How are the government paying for the extra housing spending?

Today the PM announced £1500 million extra spending on housing. He implied it was being “paid for” by cutting spending elsewhere.
I asked him what he was cutting. He declined to answer.
It makes a mockery of Parliament that he wont even answer that.

28 Comments

  1. NickW
    June 29, 2009

    Isn’t it the Speaker’s job to compel him to answer?

    1. jean baker
      June 29, 2009

      My thoughts exactly.

  2. oldrightie
    June 29, 2009

    He’s approched George Osborne’s family to request they divert their wallpaper printing presses to printing fivers. As for “cutting elsewhere”, I thought that was The Conservative plan?

  3. Sam
    June 29, 2009

    Well you obviously don’t listen very hard because I saw you ask the question.

    He said he would fund it using the budget allocated to the communities department.

    You are making a mockery of parliament by not listening to the answer, or aware of the answer but ignoring it so you can write some stupid propaganda on your site.

    Mae hen wlad fy nhadau yn annwyl i mi,
    Gwlad beirdd a chantorion, enwogion o fri;
    Ei gwrol ryfelwyr, gwladgarwyr tra mad,
    Tros ryddid collasant eu gwaed.

    Gwlad, gwlad, pleidiol wyf i’m gwlad,
    Tra môr yn fur
    I’r bur hoffbau,

    Reply: He did not answer my question which was what is he cutting. You clearly do not know. He should tell us in Parliament. If he wants credit for spending extra he needs to tell us how he is paying for it.

    1. jean baker
      June 29, 2009

      I’m sure serious readers of John’s blog do not doubt or question his honesty and integrity – a ‘proven’ politician.

      Conversely, I treat ‘unidentifiable’ commentators with sceptism, given the hoardes of (taxpayer funded) IT monitors and misinformers, aka ‘trolls’ – patrollers.

    2. Mike Stallard
      June 30, 2009

      I want to say that a couple of months ago I wrote two very fair and appreciative articles on Labour List. As soon as the Authorities discovered that I also posted on this blog they quoted (oh heinous!) my “right wing” words on here and I was chucked discreetly off the site!
      We really do need a trenchant critique of the present dangerous financial situation from everybody. All hands to the pump! And we need it urgently now. This excellent blog has provided a blow by blow account of the current crisis too and it has usually been right.
      I sense that the Welsh National Anthem bit is, let us say, rather passe, don’t you think?

      1. alan jutson
        June 30, 2009

        Mike

        Interesting comment.

        I said a number of months ago (on this site) that bloggers on this site would probably be on some sort of list somewhere.

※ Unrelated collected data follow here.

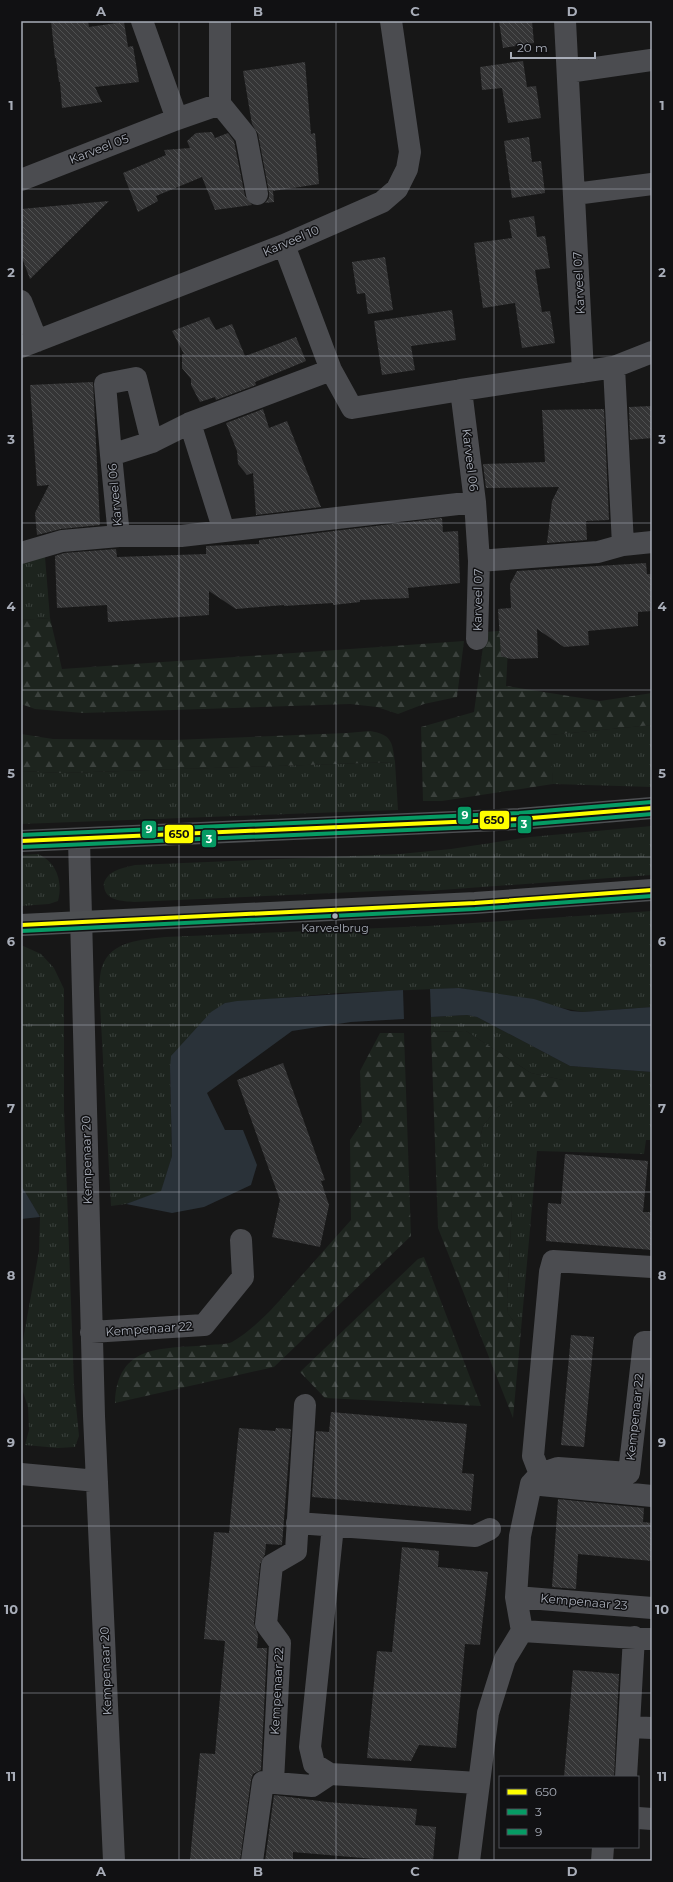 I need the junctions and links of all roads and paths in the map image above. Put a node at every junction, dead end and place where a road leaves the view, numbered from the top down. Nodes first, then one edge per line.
1 (142, 21) edge
2 (220, 21) edge
3 (391, 21) edge
4 (565, 21) edge
5 (651, 60) edge
6 (568, 72) junction
7 (220, 104) junction
8 (177, 119) junction
9 (21, 180) edge
10 (652, 184) edge
11 (257, 194) dead end
12 (575, 194) junction
13 (284, 245) junction
14 (21, 302) edge
15 (29, 344) edge
16 (652, 352) edge
17 (614, 367) junction
18 (331, 370) junction
19 (583, 372) junction
20 (461, 390) junction
21 (190, 424) junction
22 (152, 442) junction
23 (111, 455) junction
24 (475, 502) junction
25 (224, 531) junction
26 (119, 536) junction
27 (652, 542) edge
28 (623, 544) junction
29 (21, 553) edge
30 (479, 561) junction
31 (477, 639) dead end
32 (652, 808) edge
33 (79, 840) junction
34 (21, 841) edge
35 (652, 890) edge
36 (81, 924) junction
37 (21, 926) edge
38 (241, 1240) dead end
39 (652, 1267) edge
40 (91, 1332) junction
41 (648, 1342) edge
42 (645, 1402) edge
43 (305, 1405) dead end
44 (21, 1474) edge
45 (535, 1479) junction
46 (97, 1481) junction
47 (652, 1496) edge
48 (297, 1523) junction
49 (333, 1526) junction
50 (490, 1529) dead end
51 (516, 1597) junction
52 (652, 1608) edge
53 (522, 1631) junction
54 (643, 1638) edge
55 (629, 1727) junction
56 (652, 1728) edge
57 (330, 1774) junction
58 (626, 1776) edge
59 (272, 1782) junction
60 (478, 1783) junction
61 (639, 1818) edge
62 (652, 1819) edge
63 (603, 1848) edge
64 (114, 1861) edge
65 (252, 1861) edge
66 (469, 1861) edge
67 (602, 1861) edge

1 - 8 street
2 - 7 street
3 - 13 street, Karveel 10
4 - 6 street
5 - 6 street
6 - 12 street, Karveel 07
7 - 8 street, Karveel 05
7 - 11 street
8 - 9 street, Karveel 05
10 - 12 street
12 - 19 street, Karveel 07
13 - 15 street, Karveel 10
13 - 18 street
14 - 15 street
16 - 17 street
17 - 19 street
17 - 28 street
18 - 20 street
18 - 21 street, Karveel 06
19 - 20 street
20 - 24 street, Karveel 06
21 - 22 street, Karveel 06
21 - 25 street
22 - 23 street, Karveel 06
22 - 23 street, Karveel 06
23 - 26 street, Karveel 06
24 - 25 street, Karveel 06
24 - 30 street, Karveel 07
25 - 26 street, Karveel 06
26 - 29 street, Karveel 06
27 - 28 street, Karveel 07
28 - 30 street, Karveel 07
30 - 31 street, Karveel 07
32 - 33 main road
33 - 34 main road
33 - 36 street, Kempenaar 20
35 - 36 main road
36 - 37 main road
36 - 40 street, Kempenaar 20
38 - 40 street, Kempenaar 22
39 - 45 street
40 - 46 street, Kempenaar 20
41 - 42 street, Kempenaar 22
42 - 45 street, Kempenaar 22
43 - 48 street, Kempenaar 22
44 - 46 street
45 - 47 street
45 - 51 street
46 - 64 street, Kempenaar 20
48 - 49 street
48 - 59 street, Kempenaar 22
49 - 50 street
49 - 57 street
51 - 52 street, Kempenaar 23
51 - 53 street
53 - 54 street
53 - 60 street
54 - 55 street
55 - 56 street
55 - 58 street
57 - 59 street
57 - 60 street
59 - 65 street
60 - 66 street
61 - 62 street
63 - 67 street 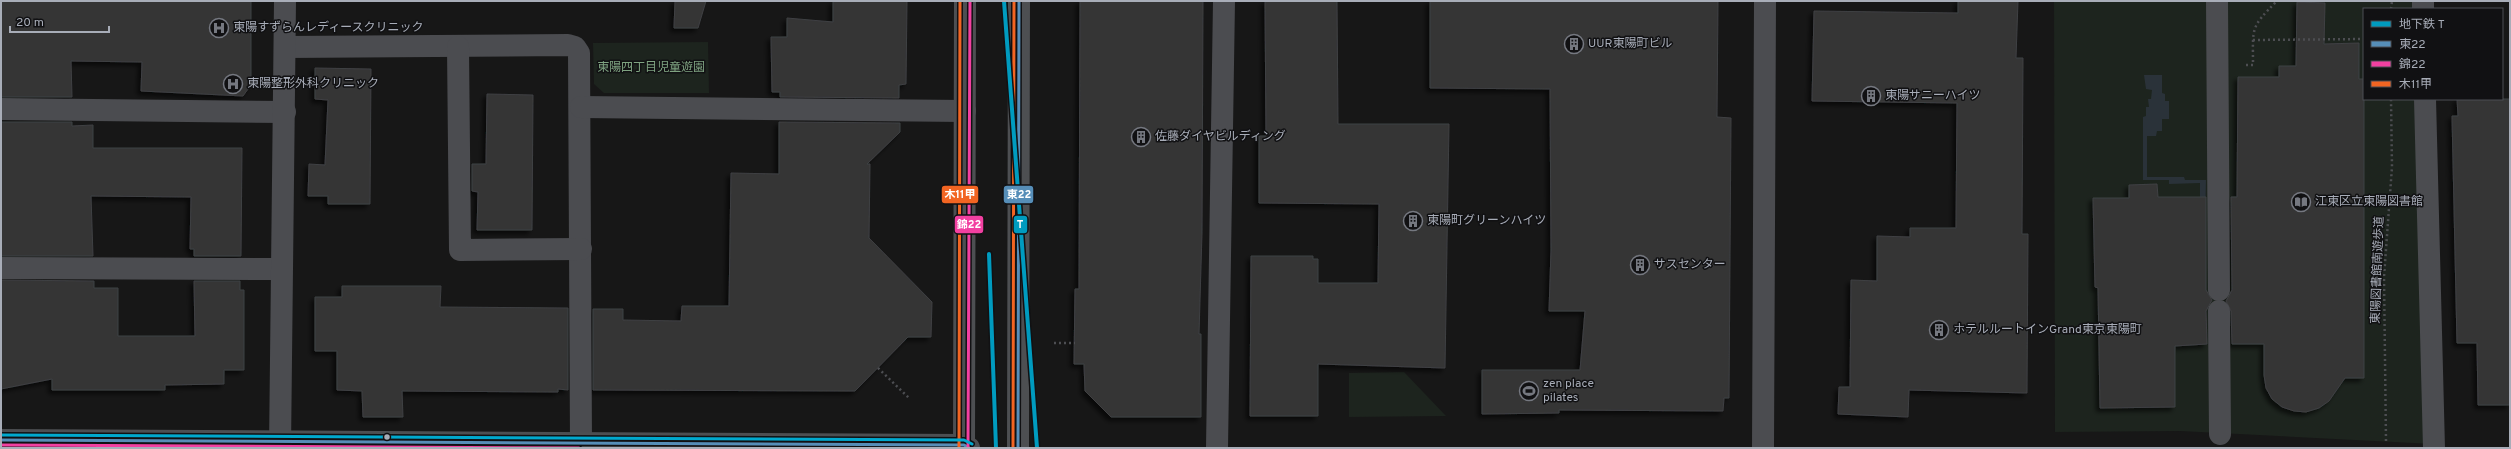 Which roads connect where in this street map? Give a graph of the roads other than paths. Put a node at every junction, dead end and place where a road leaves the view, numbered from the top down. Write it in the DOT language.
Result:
graph roads {
  1 [pos="285,1"];
  2 [pos="965,1"];
  3 [pos="1019,1"];
  4 [pos="1224,1"];
  5 [pos="1765,1"];
  6 [pos="2217,1"];
  7 [pos="285,47"];
  8 [pos="458,47"];
  9 [pos="2425,100"];
  10 [pos="581,107"];
  11 [pos="1,109"];
  12 [pos="965,111"];
  13 [pos="285,112"];
  14 [pos="581,248"];
  15 [pos="1,268"];
  16 [pos="282,269"];
  17 [pos="2220,434"];
  18 [pos="1,440"];
  19 [pos="581,444"];
  20 [pos="280,445"];
  21 [pos="966,447"];
  22 [pos="1018,448"];
  23 [pos="1217,448"];
  24 [pos="1763,448"];
  25 [pos="2434,448"];
  1 -- 7 [label="street"];
  2 -- 12 [label="main road"];
  3 -- 22 [label="main road"];
  4 -- 23 [label="street"];
  5 -- 24 [label="street"];
  6 -- 17 [label="street"];
  7 -- 8 [label="street"];
  7 -- 13 [label="street"];
  8 -- 10 [label="street"];
  8 -- 14 [label="street"];
  9 -- 25 [label="street"];
  10 -- 12 [label="street"];
  10 -- 14 [label="street"];
  11 -- 13 [label="street"];
  12 -- 21 [label="main road"];
  13 -- 16 [label="street"];
  14 -- 19 [label="street"];
  15 -- 16 [label="street"];
  16 -- 20 [label="street"];
  18 -- 20 [label="main road"];
  19 -- 20 [label="main road"];
  19 -- 21 [label="main road"];
}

        It is proof, if what you say is true, that we have now reached a new low in this Country with regard to free speech.

        How well I remember a loyal Labour supporter being turfed out of the Labour Party Conference under the terrorist laws, because he uttered a few words.

        The sad fact is that we feel a need to blog anywhere at all, such is our disgust with the present shambles.

        We are perhaps not as far away from a Communist thinking state as you, and many others perhaps think.

    3. Acorn
      June 30, 2009

      JR, hopefully he is taking out of the £14 billion the English pour into Wales each year, on top of the benefit payments that is. “True am I to my country”, as long as the English are paying.

      Question JR

      Did Gordo say what was happening to Capital Receipts for Council House sales? When I was a Councillor, these funds were quarantined in the balance sheet and only the interest was usable.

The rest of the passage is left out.